È accaduto il 19 settembre scorso, festa di San Gennaro, patrono di Napoli. Nonostante la tradizione religiosa si sia affievolita, molti napoletani continuano a dirigersi in chiesa, contribuendo al traffico intenso su via Marina. La pioggia battente rendeva la situazione ancora più caotica. Per evitare di rimanere bloccato, decido di imboccare una stradina laterale, pur non sapendo esattamente dove mi avrebbe condotto. Sembra una scorciatoia, un modo per sfuggire al caos. Guido lentamente sull’asfalto dissestato, cercando di evitare le buche piene d’acqua, quando improvvisamente mi trovo di fronte a un tir che mi costringe a una manovra brusca. Mi rendo conto di aver sbagliato direzione e devo tornare indietro, con la pioggia che continua a battere incessante sui vetri rendendo tutto indistinguibile.

Foto di A. Nacarlo

Arrivo a un anonimo bivio sotto i ponti dell’autostrada e noto una piccola aiuola curata che circonda una lapide che spicca in mezzo al grigiore e al degrado.

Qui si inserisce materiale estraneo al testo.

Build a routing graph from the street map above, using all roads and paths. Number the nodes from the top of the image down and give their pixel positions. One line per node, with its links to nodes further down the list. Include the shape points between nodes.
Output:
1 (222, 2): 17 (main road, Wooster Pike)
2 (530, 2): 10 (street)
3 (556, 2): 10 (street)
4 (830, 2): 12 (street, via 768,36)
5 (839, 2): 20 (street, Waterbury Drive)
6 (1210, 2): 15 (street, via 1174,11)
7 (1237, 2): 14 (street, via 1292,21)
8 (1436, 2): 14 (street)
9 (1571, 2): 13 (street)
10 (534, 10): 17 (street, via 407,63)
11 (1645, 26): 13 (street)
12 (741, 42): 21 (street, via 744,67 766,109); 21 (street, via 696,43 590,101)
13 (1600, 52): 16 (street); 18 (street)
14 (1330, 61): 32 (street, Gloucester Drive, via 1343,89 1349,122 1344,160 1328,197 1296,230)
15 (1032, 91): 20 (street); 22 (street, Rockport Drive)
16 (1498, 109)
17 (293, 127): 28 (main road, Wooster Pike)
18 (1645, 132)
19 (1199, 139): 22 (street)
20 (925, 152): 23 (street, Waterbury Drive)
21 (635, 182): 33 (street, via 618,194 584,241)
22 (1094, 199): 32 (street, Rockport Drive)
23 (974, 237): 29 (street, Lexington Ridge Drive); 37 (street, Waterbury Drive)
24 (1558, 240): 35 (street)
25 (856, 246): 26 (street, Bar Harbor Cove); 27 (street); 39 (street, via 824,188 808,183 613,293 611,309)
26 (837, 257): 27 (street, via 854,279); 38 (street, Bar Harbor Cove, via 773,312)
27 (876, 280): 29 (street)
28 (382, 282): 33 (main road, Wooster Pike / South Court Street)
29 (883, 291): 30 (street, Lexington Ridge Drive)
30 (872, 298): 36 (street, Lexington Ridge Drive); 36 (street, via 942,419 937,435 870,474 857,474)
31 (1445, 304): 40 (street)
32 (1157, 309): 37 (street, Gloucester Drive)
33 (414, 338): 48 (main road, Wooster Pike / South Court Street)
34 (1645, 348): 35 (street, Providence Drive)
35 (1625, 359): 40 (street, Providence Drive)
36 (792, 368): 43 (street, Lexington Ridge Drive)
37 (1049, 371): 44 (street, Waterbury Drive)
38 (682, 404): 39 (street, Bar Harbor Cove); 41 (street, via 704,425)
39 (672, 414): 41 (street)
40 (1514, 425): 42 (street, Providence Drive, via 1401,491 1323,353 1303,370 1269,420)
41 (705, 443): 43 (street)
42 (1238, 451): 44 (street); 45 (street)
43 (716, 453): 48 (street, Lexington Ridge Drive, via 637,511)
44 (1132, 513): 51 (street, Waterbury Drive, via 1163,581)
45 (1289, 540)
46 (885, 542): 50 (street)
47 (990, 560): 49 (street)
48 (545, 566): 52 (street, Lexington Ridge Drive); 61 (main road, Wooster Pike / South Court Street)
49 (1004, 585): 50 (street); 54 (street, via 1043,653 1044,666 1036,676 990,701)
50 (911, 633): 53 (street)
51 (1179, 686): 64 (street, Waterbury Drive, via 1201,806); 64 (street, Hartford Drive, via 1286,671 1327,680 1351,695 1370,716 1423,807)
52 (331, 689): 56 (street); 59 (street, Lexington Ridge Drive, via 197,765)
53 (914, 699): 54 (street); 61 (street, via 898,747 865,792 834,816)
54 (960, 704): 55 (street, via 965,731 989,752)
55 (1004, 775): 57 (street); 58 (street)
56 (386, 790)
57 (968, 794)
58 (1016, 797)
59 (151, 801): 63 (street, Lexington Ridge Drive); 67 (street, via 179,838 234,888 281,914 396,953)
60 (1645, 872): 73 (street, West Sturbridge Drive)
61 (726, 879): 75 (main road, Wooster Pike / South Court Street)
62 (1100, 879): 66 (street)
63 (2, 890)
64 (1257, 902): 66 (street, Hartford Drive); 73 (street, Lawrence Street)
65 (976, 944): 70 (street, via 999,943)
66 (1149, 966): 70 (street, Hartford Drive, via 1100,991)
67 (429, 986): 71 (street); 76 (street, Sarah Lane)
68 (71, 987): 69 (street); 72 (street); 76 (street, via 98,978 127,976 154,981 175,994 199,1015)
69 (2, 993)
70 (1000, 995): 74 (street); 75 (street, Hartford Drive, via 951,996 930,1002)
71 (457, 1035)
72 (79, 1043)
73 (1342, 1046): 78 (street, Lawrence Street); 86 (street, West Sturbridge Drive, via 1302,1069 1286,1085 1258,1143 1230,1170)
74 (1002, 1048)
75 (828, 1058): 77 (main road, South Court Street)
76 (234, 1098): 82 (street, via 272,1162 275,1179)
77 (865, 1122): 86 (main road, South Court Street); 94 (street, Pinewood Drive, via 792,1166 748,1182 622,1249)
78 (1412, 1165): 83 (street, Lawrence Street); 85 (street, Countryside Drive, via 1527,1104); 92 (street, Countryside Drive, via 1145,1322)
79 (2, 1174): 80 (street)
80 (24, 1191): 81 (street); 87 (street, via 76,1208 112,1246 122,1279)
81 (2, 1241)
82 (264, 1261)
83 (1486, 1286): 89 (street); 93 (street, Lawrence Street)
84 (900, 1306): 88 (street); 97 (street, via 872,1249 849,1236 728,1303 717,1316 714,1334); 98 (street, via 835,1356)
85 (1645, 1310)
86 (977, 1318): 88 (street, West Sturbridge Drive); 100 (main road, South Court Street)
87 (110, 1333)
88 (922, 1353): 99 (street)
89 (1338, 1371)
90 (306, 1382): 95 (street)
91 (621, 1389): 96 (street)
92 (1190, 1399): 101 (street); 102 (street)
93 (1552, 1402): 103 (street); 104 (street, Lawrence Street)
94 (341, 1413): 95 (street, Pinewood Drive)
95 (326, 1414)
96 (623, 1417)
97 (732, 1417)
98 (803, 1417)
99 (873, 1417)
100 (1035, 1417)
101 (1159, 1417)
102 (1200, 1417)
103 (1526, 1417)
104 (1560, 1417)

Un’immagine inaspettata, che mi colpisce come un pugno nello stomaco. Una bellezza ordinata nel nulla. Rallento e cerco di guardare meglio, ma i clacson degli automobilisti dietro di me mi fanno riprendere la marcia. Tuttavia, quella lapide continuava a tormentarmi, come un tarlo che scavava lentamente nella mia testa, impedendomi di concentrarmi su altro.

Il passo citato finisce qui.